You mean this is not the right outfit:


----------



## senza sordino

ahammel said:


> Does anybody really think an orchestra isn't visually interesting? Wow.
> 
> I often hear the complaint that a suit must be uncomfortable for the male performers, but a suit that actually fits is in fact very comfortable. Dress slacks in particular are far more light and comfortable than jeans and anybody who says otherwise is a filthy liar.
> 
> The jackets seems a bit restrictive on the arm movements for the violins and violas, though.Maybe the dudes could wear waistcoats instead. That would be stylin'.


As a violin player I can say that wearing a black suit and stiff white collar and bow tie is uncomfortable with the violin jammed into my neck. I rehearse and practice in comfortable clothes, and wear the suit at performance. But we play as an ensemble so we should at least try to look and dress the same, a uniform.


----------



## dgee

DrKilroy said:


> Suits are actually pretty comfortable, if well fitting. Musicians (instrumentalists or conductors) may have their coats made with higher armholes which make arm moves less restricted.
> 
> Best regards, Dr


If they can afford to have their coats made - or prioritise spending on concert gear!

If you ever get close enough to see (and smell) the details of the wardrobe of the gentlemen members of a pro orchestra you might be unpleasantly surprised. When I was working (I put the axe away about 5 years ago) there were lots of short sleeve shirt wearers, tail-coats with holes or rips in them and $20 shirts that would never be washed - stuffed in the drum or bass cases and binned every 6 months or so. Don't ask about the matinee/proms white jackets - 50 years old with sweat stains on the outside! White waistcoats and ties often looked less than fresh close up. There were some that looked after their concert dress but not many

I've done some concerts in "darkish" suit and tie and that looked OK - I understand this look is getting a bit of traction in Europe although I don't know the details. Practically though, there will always be stragglers and a level of choice could expose this in a way uniform doesn't.

In general terms, I'd love to see the "ritual" elements stripped from orchestra concerts, but since its a powerful signifier of the occasion to some I sense (and hence a potential marketing drawcard) that is somewhat unlikely


----------



## ahammel

dgee said:


> If they can afford to have their coats made - or prioritise spending on concert gear!


If they're not being paid enough to afford decent clothes, _that's_ the problem, not the uniform. It's completely outrageous to pay your employees so little that they can't afford the stuff they have to buy to keep their jobs.

As for the stiff white collars: that's silly both for practical reasons and because stiff white collars haven't been fashionable for nearly a century. Those should be done away with.


----------



## DrKilroy

Stiff white collars are still obligatory with full dress, so I recommend not to do away with them, if you want to look professional.  

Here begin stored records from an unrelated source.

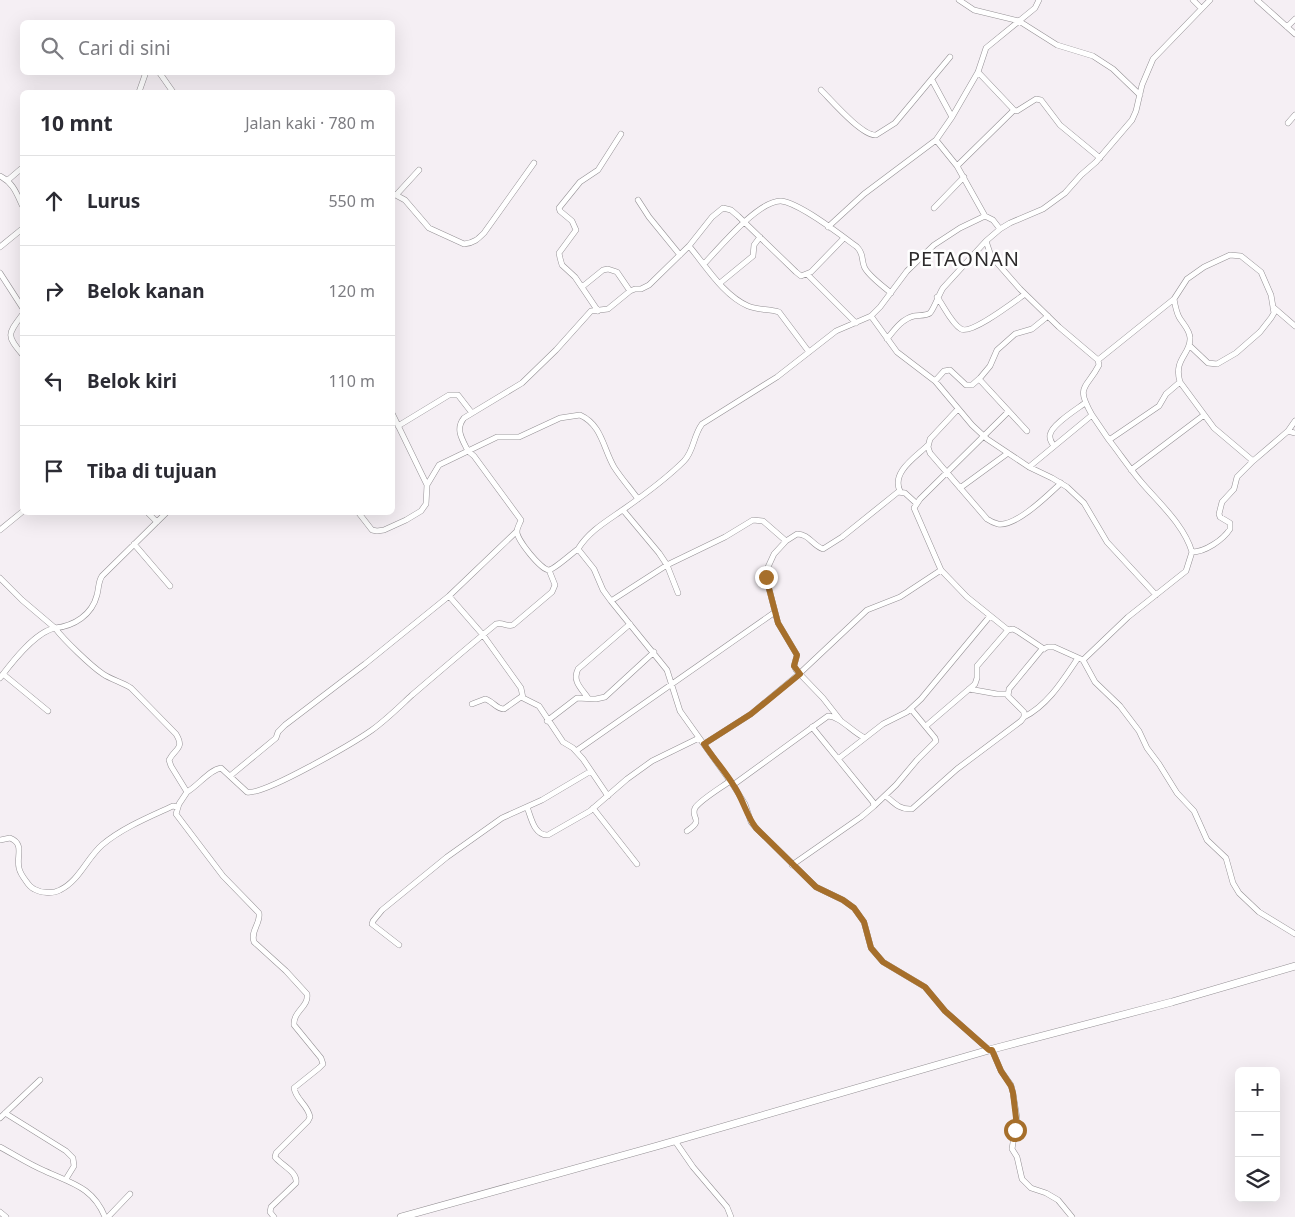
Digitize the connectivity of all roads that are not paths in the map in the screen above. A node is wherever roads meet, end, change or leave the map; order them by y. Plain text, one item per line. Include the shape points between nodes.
1 (958, 0) edge
2 (1039, 0) edge
3 (1193, 0) edge
4 (1210, 0) edge
5 (1257, 0) edge
6 (1202, 8) junction
7 (1295, 19) edge
8 (1019, 21) junction
9 (1287, 28) junction
10 (1295, 34) edge
11 (950, 57) dead end
12 (978, 72) junction
13 (145, 75) edge
14 (161, 75) edge
15 (932, 80) junction
16 (140, 90) edge
17 (172, 90) edge
18 (821, 90) dead end
19 (1140, 95) junction
20 (1014, 110) junction
21 (1295, 115) edge
22 (952, 117) junction
23 (1288, 123) dead end
24 (621, 134) dead end
25 (936, 140) junction
26 (1100, 158) junction
27 (534, 163) dead end
28 (957, 166) junction
29 (20, 170) edge
30 (419, 170) dead end
31 (0, 176) edge
32 (964, 177) junction
33 (8, 180) junction
34 (395, 193) edge
35 (20, 200) edge
36 (638, 200) dead end
37 (934, 208) dead end
38 (985, 216) junction
39 (744, 222) junction
40 (828, 227) junction
41 (1000, 229) junction
42 (20, 231) edge
43 (760, 237) junction
44 (844, 238) junction
45 (986, 241) junction
46 (0, 246) edge
47 (689, 246) junction
48 (680, 255) junction
49 (704, 264) junction
50 (0, 273) edge
51 (807, 274) junction
52 (720, 283) junction
53 (582, 288) junction
54 (630, 291) junction
55 (890, 293) junction
56 (1026, 294) junction
57 (937, 297) junction
58 (1174, 298) junction
59 (20, 304) edge
60 (1273, 307) junction
61 (598, 311) junction
62 (871, 316) junction
63 (1048, 316) junction
64 (20, 318) edge
65 (856, 323) junction
66 (1295, 326) edge
67 (886, 339) junction
68 (1189, 345) junction
69 (20, 351) edge
70 (809, 352) junction
71 (1098, 360) junction
72 (979, 379) junction
73 (936, 381) junction
74 (1180, 382) junction
75 (1085, 403) junction
76 (958, 409) junction
77 (1008, 412) junction
78 (472, 413) junction
79 (1092, 414) junction
80 (1204, 415) junction
81 (395, 420) edge
82 (1295, 421) edge
83 (398, 426) junction
84 (1027, 431) dead end
85 (1288, 431) junction
86 (1295, 433) edge
87 (985, 436) junction
88 (1109, 440) junction
89 (928, 445) junction
90 (1054, 446) junction
91 (468, 451) junction
92 (1008, 453) junction
93 (1253, 461) junction
94 (1029, 467) junction
95 (1131, 470) junction
96 (947, 473) junction
97 (1061, 483) junction
98 (427, 485) junction
99 (960, 488) junction
100 (900, 491) junction
101 (638, 499) junction
102 (916, 503) junction
103 (623, 510) junction
104 (20, 514) edge
105 (150, 515) edge
106 (164, 515) edge
107 (360, 515) edge
108 (157, 522) junction
109 (0, 530) edge
110 (517, 531) junction
111 (786, 541) junction
112 (134, 544) junction
113 (578, 549) junction
114 (1192, 552) junction
115 (666, 566) junction
116 (549, 570) junction
117 (942, 570) junction
118 (0, 578) edge
119 (170, 586) dead end
120 (678, 593) dead end
121 (1156, 595) junction
122 (449, 596) junction
123 (611, 601) junction
124 (775, 612) junction
125 (990, 616) junction
126 (630, 624) junction
127 (55, 628) junction
128 (1008, 630) junction
129 (482, 635) junction
130 (1044, 648) junction
131 (654, 652) junction
132 (1080, 659) junction
133 (800, 674) junction
134 (1, 676) edge
135 (672, 684) junction
136 (968, 689) junction
137 (1008, 694) junction
138 (523, 698) junction
139 (588, 698) junction
140 (472, 704) dead end
141 (911, 709) junction
142 (48, 711) dead end
143 (1024, 717) junction
144 (548, 721) junction
145 (841, 721) junction
146 (926, 726) junction
147 (812, 727) junction
148 (699, 738) junction
149 (865, 738) junction
150 (704, 744) junction
151 (576, 751) junction
152 (838, 759) junction
153 (591, 770) junction
154 (230, 776) junction
155 (732, 783) junction
156 (187, 792) junction
157 (608, 796) junction
158 (886, 796) junction
159 (874, 806) junction
160 (177, 807) junction
161 (527, 807) junction
162 (593, 808) junction
163 (687, 831) dead end
164 (0, 840) edge
165 (637, 864) dead end
166 (792, 864) junction
167 (1295, 934) edge
168 (399, 945) dead end
169 (1295, 966) edge
170 (990, 1050) junction
171 (40, 1080) dead end
172 (5, 1112) junction
173 (0, 1118) edge
174 (675, 1140) junction
175 (0, 1147) edge
176 (66, 1179) junction
177 (130, 1194) dead end
178 (0, 1212) edge
179 (6, 1217) edge
180 (106, 1217) edge
181 (274, 1217) edge
182 (401, 1217) edge
183 (731, 1217) edge
184 (1072, 1217) edge

1 - 8 street via 974,10
2 - 8 street
3 - 6 street
4 - 6 street
5 - 9 street
6 - 19 street via 1153,58
7 - 9 street
8 - 12 street via 986,48
8 - 19 street via 1057,45 1104,62
9 - 10 street
11 - 15 street
12 - 20 street
12 - 22 street
13 - 16 street
14 - 17 street
15 - 18 street via 895,123 872,135 863,131
15 - 22 street
19 - 26 street via 1132,120
20 - 26 street via 1036,99 1041,100 1060,125
20 - 28 street
21 - 23 street
22 - 25 street
24 - 53 street via 598,170 580,182 559,208 576,230 560,253 562,265
25 - 28 street
25 - 40 street via 864,194
26 - 41 street via 1065,193 1043,209
27 - 34 street via 484,233 471,244 429,228
28 - 32 street
29 - 33 street
30 - 34 street
31 - 33 street
32 - 37 street
32 - 38 street
33 - 35 street
36 - 48 street
38 - 41 street
38 - 55 street via 934,245
39 - 40 street via 771,203 781,201
39 - 43 street
39 - 47 street via 731,210 723,208
39 - 49 street
40 - 44 street
41 - 45 street
42 - 46 street
43 - 51 street via 799,275
43 - 52 street via 754,245 753,256
44 - 51 street
44 - 55 street via 862,252 863,266
45 - 56 street via 991,256
45 - 57 street
47 - 48 street
47 - 49 street
48 - 54 street via 649,285
49 - 52 street
50 - 59 street
51 - 65 street
52 - 70 street via 734,298 750,307 779,312
53 - 54 street via 608,268 616,272
53 - 61 street
54 - 61 street via 608,310
55 - 62 street
56 - 57 street via 966,330 955,323
56 - 63 street
57 - 67 street via 929,314 905,319
58 - 60 street via 1187,279 1230,255 1241,256 1262,272
58 - 68 street via 1176,310 1189,332
58 - 71 street
60 - 66 street
60 - 68 street via 1274,313 1266,326 1227,359 1211,365
61 - 78 street via 591,311 522,383
62 - 65 street
62 - 67 street
63 - 71 street
63 - 72 street via 1032,329 1015,334 997,350
64 - 69 street via 10,337
65 - 70 street via 836,331
67 - 73 street via 897,352
68 - 74 street via 1177,373
70 - 101 street via 763,386 702,424 685,460
71 - 75 street via 1099,365 1083,391
72 - 73 street via 966,385 948,370
72 - 77 street
73 - 76 street
74 - 80 street
74 - 88 street via 1166,394 1159,406
75 - 79 street
75 - 90 street via 1051,432 1050,441
76 - 87 street
76 - 89 street
77 - 84 street
77 - 87 street
78 - 83 street via 458,395 449,395
78 - 91 street via 459,425
79 - 88 street
79 - 90 street
80 - 93 street via 1214,428
80 - 95 street
81 - 83 street
82 - 85 street
83 - 98 street
85 - 86 street
85 - 93 street
87 - 92 street
87 - 96 street
88 - 95 street
89 - 96 street via 930,453
89 - 100 street via 899,475 897,484
90 - 94 street
91 - 98 street via 439,465
91 - 101 street via 489,439 519,437 560,418 578,414 598,431 614,466
91 - 110 street via 521,520
92 - 94 street
92 - 99 street
93 - 114 street via 1237,477 1234,489 1222,502 1219,514 1231,526 1230,529 1201,552
94 - 97 street
95 - 114 street via 1174,520
96 - 99 street
96 - 102 street
97 - 99 street via 1030,511 1003,524 987,519
97 - 121 street via 1084,503 1107,542
98 - 107 street via 426,504 421,511 384,530 372,530
100 - 102 street
100 - 111 street via 825,548 802,534
101 - 103 street
102 - 117 street via 915,512
103 - 113 street via 589,534
103 - 115 street
104 - 109 street
105 - 108 street
106 - 108 street
108 - 112 street
110 - 116 street via 528,551 543,568
110 - 122 street
111 - 115 street via 763,520 754,520 725,538
111 - 124 street via 774,554 766,577
112 - 119 street
112 - 127 street via 102,576 91,609 74,624
113 - 116 street
113 - 123 street via 594,569
114 - 121 street via 1186,571
115 - 120 street
115 - 123 street
116 - 129 street via 554,584 552,592 510,626 496,624
117 - 125 street
117 - 133 street via 900,598 867,610
118 - 127 street
121 - 132 street
122 - 129 street
122 - 154 street via 297,715 280,729 276,738
123 - 126 street
124 - 133 street via 797,655 794,666
124 - 135 street
125 - 128 street
125 - 141 street
126 - 131 street
126 - 139 street via 578,669 576,680
127 - 134 street via 45,631
127 - 156 street via 101,672 131,688 176,734 180,746 169,760
128 - 130 street via 1013,629
128 - 136 street via 977,666 977,681
129 - 138 street via 521,688
129 - 154 street via 372,730 290,777 252,793
130 - 132 street via 1054,647
130 - 137 street via 1010,687
131 - 135 street via 667,670
131 - 139 street via 605,697
132 - 143 street via 1053,693
132 - 167 street via 1136,727 1172,787 1194,811 1210,845 1226,858 1239,893 1259,912
133 - 145 street
133 - 150 street via 751,714
134 - 142 street
135 - 148 street via 680,711
135 - 151 street
136 - 137 street
136 - 146 street
137 - 143 street via 1024,712
138 - 140 street via 518,698 504,709 485,700
138 - 144 street via 539,706
139 - 144 street via 577,698
141 - 146 street
141 - 149 street
143 - 158 street via 912,809 905,810
144 - 151 street via 563,742
145 - 147 street via 828,716
145 - 149 street
146 - 158 street via 935,738 935,744
147 - 152 street
147 - 155 street
148 - 150 street
148 - 157 street via 652,761
149 - 152 street
150 - 155 street
151 - 153 street
152 - 159 street
153 - 157 street
153 - 161 street
154 - 156 street via 221,768 214,769
155 - 163 street via 695,809 696,825
155 - 166 street via 752,822
156 - 160 street
157 - 162 street
158 - 159 street
159 - 166 street
160 - 164 street via 173,806 112,838 65,887 53,892 29,886 19,869 20,847 17,842 10,838
160 - 181 street via 178,818 218,869 259,913 254,942 307,994 306,1004 294,1016 294,1025 321,1058 322,1064 294,1088 295,1094 308,1108 310,1117 276,1153 275,1157 295,1175 296,1183 271,1207
161 - 162 street via 537,831 544,835
161 - 168 street via 502,818 447,856 382,910 372,924
162 - 165 street
166 - 170 street via 816,887 854,908 864,922 871,948 883,962 925,987 945,1011
169 - 170 main road
170 - 174 main road
170 - 184 street via 1013,1093 1016,1118 1012,1149 1022,1179 1031,1188 1058,1200
171 - 172 street
172 - 173 street
172 - 176 street via 74,1158 74,1166
174 - 182 main road
174 - 183 street via 693,1167 724,1202
175 - 176 street
176 - 180 street via 92,1196
177 - 180 street
178 - 179 street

But with dinner suits (tuxedos) they are indeed optional.

Best regards, Dr


----------



## ahammel

My mistake: the menswear authorities do indeed seem to insist on a wing-collar for white-tie dress. Sorry, violinists.


----------



## hreichgott

Everyone wears black cocktail dresses. Problem solved.


----------



## PetrB

hreichgott said:


> Everyone wears black cocktail dresses. Problem solved.


Damn! Just when I finally have it down to a minimalist no-brainer pick anything out of the closet and whatever I put on will look o.k., you tell me I need a black cocktail dress... can it be floor-length so I don't have to shave my legs or wear stockings or tights? or is full length no longer a cocktail dress? I'm in foreign territory here.

Please advise.


----------



## Lunasong

Cocktail dress is knee-length and often sleeveless. The classic LBD.


----------



## PetrB

Lunasong said:


> Cocktail dress is knee-length and often sleeveless. The classic LBD.


With all the acronyms flying about at present, maybe we should clarify the LB above is for "Little Black" Dress.

Actually, knew that -- while stage dresses should be knee length _while the wearer is sitting down_ i.e. lower hemline than the usual available off-the rack selections.

But, Since I'm a guy and used to them, I'll stay with pants, thanks.


----------



## Lunasong

Stylin'. Nice look, Petr.


----------



## PetrB

Lunasong said:


> Stylin'. Nice look, Petr.


I really don't have the legs for that look... and where the hell are the pockets?


----------



## Sid James

In a recent interview, pianist Jacques Yves Thibaudet had this to say: "Classical music must change its image from being old-fashioned and rooted in old Europe. It has been the same for hundreds of years...it has become rigid and I think we need to keep changing, in order to attract new audiences of young people. It can't be boring. It's sometimes old and dusty. Why do men have to wear tails?" He's got an avid interest in fashion, besides his day job of music. "My fashion sense helps in liberating classical music. It can be made fresh. I think classical music needs to be more modern, and I like to bring something new to the stage."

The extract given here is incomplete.